Nigerian entrepreneur (born 1965)

Iheoma Kennaya Obibi is a British-Nigerian feminist writer, women and human rights activist, and entrepreneur. Obibi established Nigeria's first online intimacy shop, Intimate Pleasure.

== Biography ==
Iheoma Kennaya Obibi was born at St Mary's Hospital, Paddington, London, on 7 August 1965, to Nigerian parents, George Chikezie Obibi and Love Celine Obibi. George was a management consultant from Umuoba, Uratta, Imo State, while his wife was from Okwu, Uratta, Imo State. In 2010, Obibi established Nigeria's first online intimacy shop. She also appears on radio shows such as Madam Butterfly.

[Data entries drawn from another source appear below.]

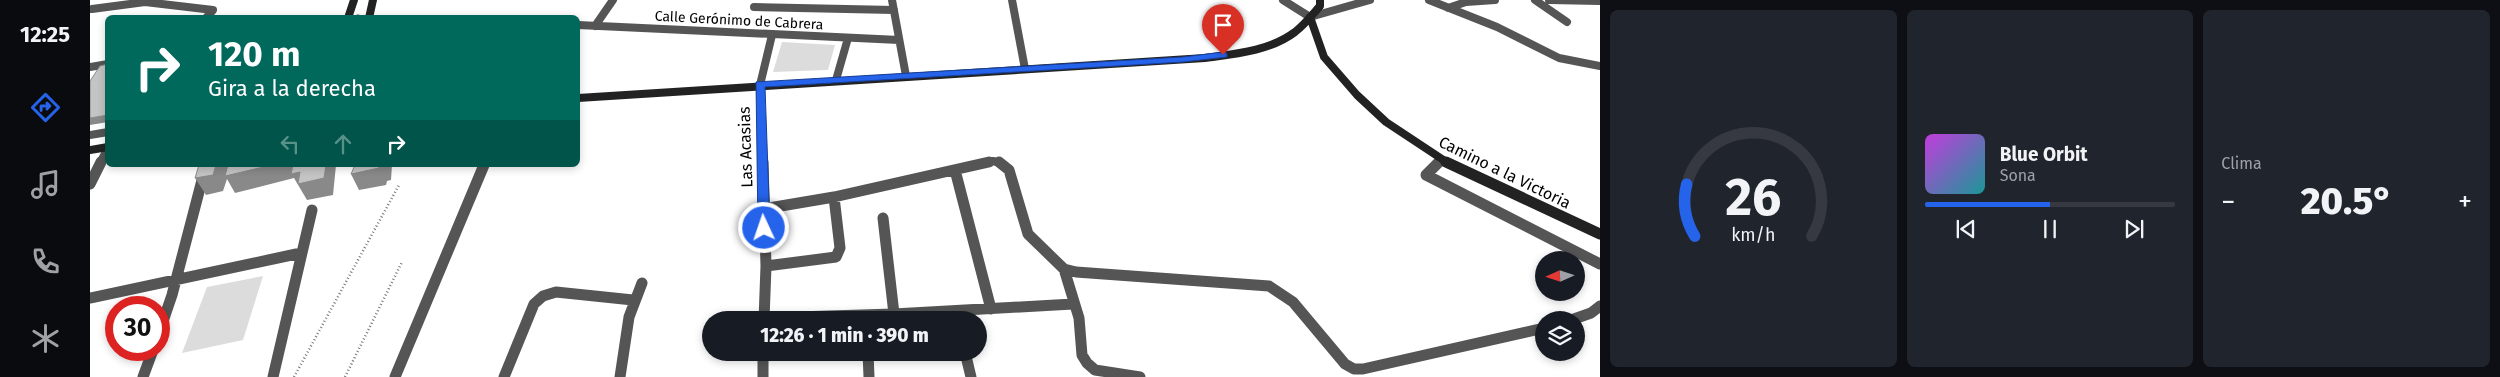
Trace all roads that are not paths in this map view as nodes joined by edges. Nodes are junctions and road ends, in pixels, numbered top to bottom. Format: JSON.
{"nodes":[{"id":1,"x":97,"y":0,"type":"edge"},
{"id":2,"x":354,"y":0,"type":"edge"},
{"id":3,"x":373,"y":0,"type":"edge"},
{"id":4,"x":613,"y":0,"type":"edge"},
{"id":5,"x":892,"y":0,"type":"edge"},
{"id":6,"x":1012,"y":0,"type":"edge"},
{"id":7,"x":1283,"y":0,"type":"edge"},
{"id":8,"x":1320,"y":0,"type":"edge"},
{"id":9,"x":1370,"y":0,"type":"edge"},
{"id":10,"x":1429,"y":0,"type":"edge"},
{"id":11,"x":1495,"y":0,"type":"edge"},
{"id":12,"x":1535,"y":0,"type":"edge"},
{"id":13,"x":1549,"y":0,"type":"edge"},
{"id":14,"x":1600,"y":1,"type":"edge"},
{"id":15,"x":754,"y":6,"type":"dead end"},
{"id":16,"x":1448,"y":8,"type":"junction"},
{"id":17,"x":193,"y":9,"type":"junction"},
{"id":18,"x":91,"y":10,"type":"edge"},
{"id":19,"x":894,"y":10,"type":"junction"},
{"id":20,"x":189,"y":15,"type":"edge"},
{"id":21,"x":209,"y":15,"type":"edge"},
{"id":22,"x":349,"y":15,"type":"edge"},
{"id":23,"x":370,"y":15,"type":"edge"},
{"id":24,"x":1310,"y":17,"type":"junction"},
{"id":25,"x":1567,"y":22,"type":"dead end"},
{"id":26,"x":580,"y":25,"type":"edge"},
{"id":27,"x":595,"y":26,"type":"junction"},
{"id":28,"x":772,"y":35,"type":"junction"},
{"id":29,"x":848,"y":38,"type":"junction"},
{"id":30,"x":899,"y":40,"type":"junction"},
{"id":31,"x":105,"y":64,"type":"edge"},
{"id":32,"x":1596,"y":66,"type":"edge"},
{"id":33,"x":90,"y":67,"type":"edge"},
{"id":34,"x":1025,"y":69,"type":"junction"},
{"id":35,"x":1600,"y":72,"type":"edge"},
{"id":36,"x":906,"y":76,"type":"junction"},
{"id":37,"x":836,"y":80,"type":"junction"},
{"id":38,"x":760,"y":84,"type":"junction"},
{"id":39,"x":580,"y":98,"type":"edge"},
{"id":40,"x":105,"y":132,"type":"edge"},
{"id":41,"x":90,"y":135,"type":"edge"},
{"id":42,"x":105,"y":148,"type":"edge"},
{"id":43,"x":90,"y":150,"type":"edge"},
{"id":44,"x":1441,"y":160,"type":"junction"},
{"id":45,"x":99,"y":162,"type":"edge"},
{"id":46,"x":205,"y":167,"type":"edge"},
{"id":47,"x":483,"y":167,"type":"edge"},
{"id":48,"x":955,"y":170,"type":"junction"},
{"id":49,"x":90,"y":184,"type":"edge"},
{"id":50,"x":834,"y":198,"type":"junction"},
{"id":51,"x":763,"y":209,"type":"junction"},
{"id":52,"x":312,"y":210,"type":"dead end"},
{"id":53,"x":883,"y":218,"type":"dead end"},
{"id":54,"x":1600,"y":234,"type":"edge"},
{"id":55,"x":301,"y":253,"type":"junction"},
{"id":56,"x":1600,"y":264,"type":"edge"},
{"id":57,"x":766,"y":266,"type":"junction"},
{"id":58,"x":1064,"y":269,"type":"junction"},
{"id":59,"x":176,"y":280,"type":"junction"},
{"id":60,"x":642,"y":283,"type":"dead end"},
{"id":61,"x":90,"y":298,"type":"edge"},
{"id":62,"x":170,"y":299,"type":"edge"},
{"id":63,"x":633,"y":300,"type":"junction"},
{"id":64,"x":1073,"y":304,"type":"junction"},
{"id":65,"x":1600,"y":306,"type":"edge"},
{"id":66,"x":991,"y":309,"type":"junction"},
{"id":67,"x":764,"y":311,"type":"edge"},
{"id":68,"x":894,"y":311,"type":"edge"},
{"id":69,"x":981,"y":311,"type":"edge"},
{"id":70,"x":1585,"y":315,"type":"edge"},
{"id":71,"x":1535,"y":330,"type":"edge"},
{"id":72,"x":149,"y":361,"type":"edge"},
{"id":73,"x":763,"y":361,"type":"edge"},
{"id":74,"x":868,"y":361,"type":"edge"},
{"id":75,"x":968,"y":361,"type":"edge"},
{"id":76,"x":143,"y":377,"type":"edge"},
{"id":77,"x":273,"y":377,"type":"edge"},
{"id":78,"x":395,"y":377,"type":"edge"},
{"id":79,"x":504,"y":377,"type":"edge"},
{"id":80,"x":620,"y":377,"type":"edge"},
{"id":81,"x":763,"y":377,"type":"edge"},
{"id":82,"x":869,"y":377,"type":"edge"},
{"id":83,"x":971,"y":377,"type":"edge"},
{"id":84,"x":1140,"y":377,"type":"edge"}],
"edges":[{"from":1,"to":18,"type":"street"},
{"from":2,"to":22,"type":"street"},
{"from":3,"to":23,"type":"street"},
{"from":4,"to":27,"type":"street"},
{"from":5,"to":19,"type":"street"},
{"from":6,"to":34,"type":"street"},
{"from":7,"to":24,"type":"street"},
{"from":8,"to":24,"type":"street"},
{"from":9,"to":24,"type":"street"},
{"from":10,"to":16,"type":"street"},
{"from":11,"to":16,"type":"street"},
{"from":12,"to":25,"type":"street"},
{"from":13,"to":14,"type":"street"},
{"from":15,"to":19,"type":"street"},
{"from":16,"to":32,"type":"street"},
{"from":17,"to":18,"type":"street"},
{"from":17,"to":20,"type":"street"},
{"from":17,"to":21,"type":"street"},
{"from":19,"to":30,"type":"street"},
{"from":24,"to":34,"type":"street"},
{"from":24,"to":44,"type":"street","name":"Camino a la Victoria"},
{"from":26,"to":27,"type":"street","name":"Calle Gerónimo de Cabrera"},
{"from":27,"to":28,"type":"street","name":"Calle Gerónimo de Cabrera"},
{"from":28,"to":29,"type":"street","name":"Calle Gerónimo de Cabrera"},
{"from":28,"to":38,"type":"street","name":"Las Acasias"},
{"from":29,"to":30,"type":"street","name":"Calle Gerónimo de Cabrera"},
{"from":29,"to":37,"type":"street"},
{"from":30,"to":36,"type":"street"},
{"from":31,"to":33,"type":"street"},
{"from":32,"to":35,"type":"street"},
{"from":34,"to":36,"type":"street"},
{"from":36,"to":37,"type":"street"},
{"from":37,"to":38,"type":"street"},
{"from":38,"to":39,"type":"street"},
{"from":38,"to":51,"type":"street","name":"Las Acasias"},
{"from":40,"to":41,"type":"street"},
{"from":42,"to":43,"type":"street"},
{"from":44,"to":54,"type":"street","name":"Camino a la Victoria"},
{"from":44,"to":56,"type":"street"},
{"from":45,"to":49,"type":"street"},
{"from":46,"to":59,"type":"street"},
{"from":47,"to":78,"type":"street"},
{"from":48,"to":50,"type":"street"},
{"from":48,"to":58,"type":"street"},
{"from":48,"to":66,"type":"street"},
{"from":50,"to":51,"type":"street"},
{"from":50,"to":57,"type":"street"},
{"from":51,"to":57,"type":"street","name":"Las Acasias"},
{"from":52,"to":55,"type":"street"},
{"from":53,"to":68,"type":"street"},
{"from":55,"to":59,"type":"street"},
{"from":55,"to":77,"type":"street"},
{"from":57,"to":67,"type":"street","name":"Las Acasias"},
{"from":58,"to":64,"type":"street"},
{"from":58,"to":71,"type":"street"},
{"from":59,"to":61,"type":"street"},
{"from":59,"to":62,"type":"street"},
{"from":60,"to":63,"type":"street"},
{"from":63,"to":79,"type":"street"},
{"from":63,"to":80,"type":"street"},
{"from":64,"to":66,"type":"street"},
{"from":64,"to":84,"type":"street"},
{"from":65,"to":70,"type":"street"},
{"from":66,"to":69,"type":"street"},
{"from":72,"to":76,"type":"street"},
{"from":73,"to":81,"type":"street"},
{"from":74,"to":82,"type":"street"},
{"from":75,"to":83,"type":"street"}]}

Obibi attended Clissold Park Secondary School in London, N16. She later studied at the University of East London and obtained her MA degree in Communications Policy Studies from City University, London. She lectured at North East London Polytechnic between 1992 and 1993.

Obibi is the author of Pastor Saul Bottomsup and a contributor to African Women Writing Resistance: An Anthology of Contemporary Voices."

== Activism ==
Obibi has been active in gender and human rights activism since 1996, serving as the director of Alliances for Africa (AFA), an African-led feminist Non-governmental organization based in Nigeria. She works in Sierra Leone, Kenya, Liberia, and Nigeria to emancipate African women, developing feminist leadership and building the feminist movement. She has served as a consultant for local and international organizations, including UN Women, British Council, OECD, DfID and the Commonwealth Secretariat.

Obibi was elected as an Ashoka Fellow in 2005 for her work "challenging the patriarchal nature of Nigerian politics by encouraging and preparing women to seek positions of authority at all levels of governance and bringing women to the forefront of decision-making bodies".

During the Obasanjo tenure, Obibi and her son, Dilim Odinkalu, were twice detained by the Nigerian SSS in relation to their Alliance for Africa activities, as well as the work of Obibi's partner Chidi Anselm Odinkalu with Open Society Justice Initiative. They were released following intervention from the UK.

== Recognition ==
In 2015, Obibi was listed by YNaija among the 100 Most Inspiring Women in Nigeria.